Con questa struttura economica era ampio il ventaglio della richiesta di beni di consumo italiani; ma limitate a pochi settori le possibilità di vendita nel campo della meccanica. A questa difficoltà, per così dire strutturale, si aggiungeva una certa diffidenza nei confronti delle macchine che non fossero tedesche. Percorrevo il mercato in lungo e in largo, incontravo importatori e commercianti gentili, disponibili, che mi offrivano talvolta la loro amicizia, ma quando si passava a discutere di affari, la reazione, che trovavo un po' scoraggiante, era quasi sempre la stessa: "Voi italiani siete bravissimi nella moda, nel design, nella cucina ma quando si tratta di meccanica... i tedeschi sono in genere imbattibili." E si premuravano di spiegarmi che in generale le macchine italiane, magari esteticamente accattivanti, nella fase di utilizzo dimostravano di non avere né la robustezza né l'efficienza di quelle germaniche.

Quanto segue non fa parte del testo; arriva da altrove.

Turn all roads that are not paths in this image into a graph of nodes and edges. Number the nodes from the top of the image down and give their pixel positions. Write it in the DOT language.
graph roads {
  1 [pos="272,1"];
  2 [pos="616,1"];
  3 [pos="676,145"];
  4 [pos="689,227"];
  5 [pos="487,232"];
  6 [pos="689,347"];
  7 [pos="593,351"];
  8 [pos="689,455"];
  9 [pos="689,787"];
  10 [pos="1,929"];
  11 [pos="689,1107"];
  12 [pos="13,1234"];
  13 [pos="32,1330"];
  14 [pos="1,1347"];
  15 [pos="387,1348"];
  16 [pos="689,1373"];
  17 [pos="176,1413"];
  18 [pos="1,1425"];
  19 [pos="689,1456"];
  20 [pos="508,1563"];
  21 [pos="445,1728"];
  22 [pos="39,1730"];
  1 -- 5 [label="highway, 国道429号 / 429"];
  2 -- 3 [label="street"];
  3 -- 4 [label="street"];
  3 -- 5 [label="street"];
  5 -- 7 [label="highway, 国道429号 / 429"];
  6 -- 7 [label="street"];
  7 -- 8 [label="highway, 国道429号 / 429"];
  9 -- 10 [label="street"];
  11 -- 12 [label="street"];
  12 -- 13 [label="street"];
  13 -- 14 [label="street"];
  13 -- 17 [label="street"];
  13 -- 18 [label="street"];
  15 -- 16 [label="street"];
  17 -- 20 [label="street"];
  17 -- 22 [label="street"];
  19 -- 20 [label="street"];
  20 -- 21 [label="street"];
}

Pensai che queste negative opinioni fossero il frutto di insufficiente conoscenza dei nostri macchinari. Per dissolvere tali preconcetti, ritenni che la migliore via fosse quella di organizzare missioni settoriali di produttori, con lo scopo che fossero i produttori stessi a confrontarsi, con competenza tecnica, con la situazione locale e a dimostrare agli operatori canadesi le buone caratteristiche funzionali delle machine italiane.
Questo filone di interventi costituì il grosso dell'attività promozionale portata avanti dall'ufficio ICE in quel periodo. E, nella riunione annuale per la programmazione, in ambasciata ad Ottawa, trovai su questa strategia sempre il pieno appoggio sia del consigliere che dell'ambasciatore.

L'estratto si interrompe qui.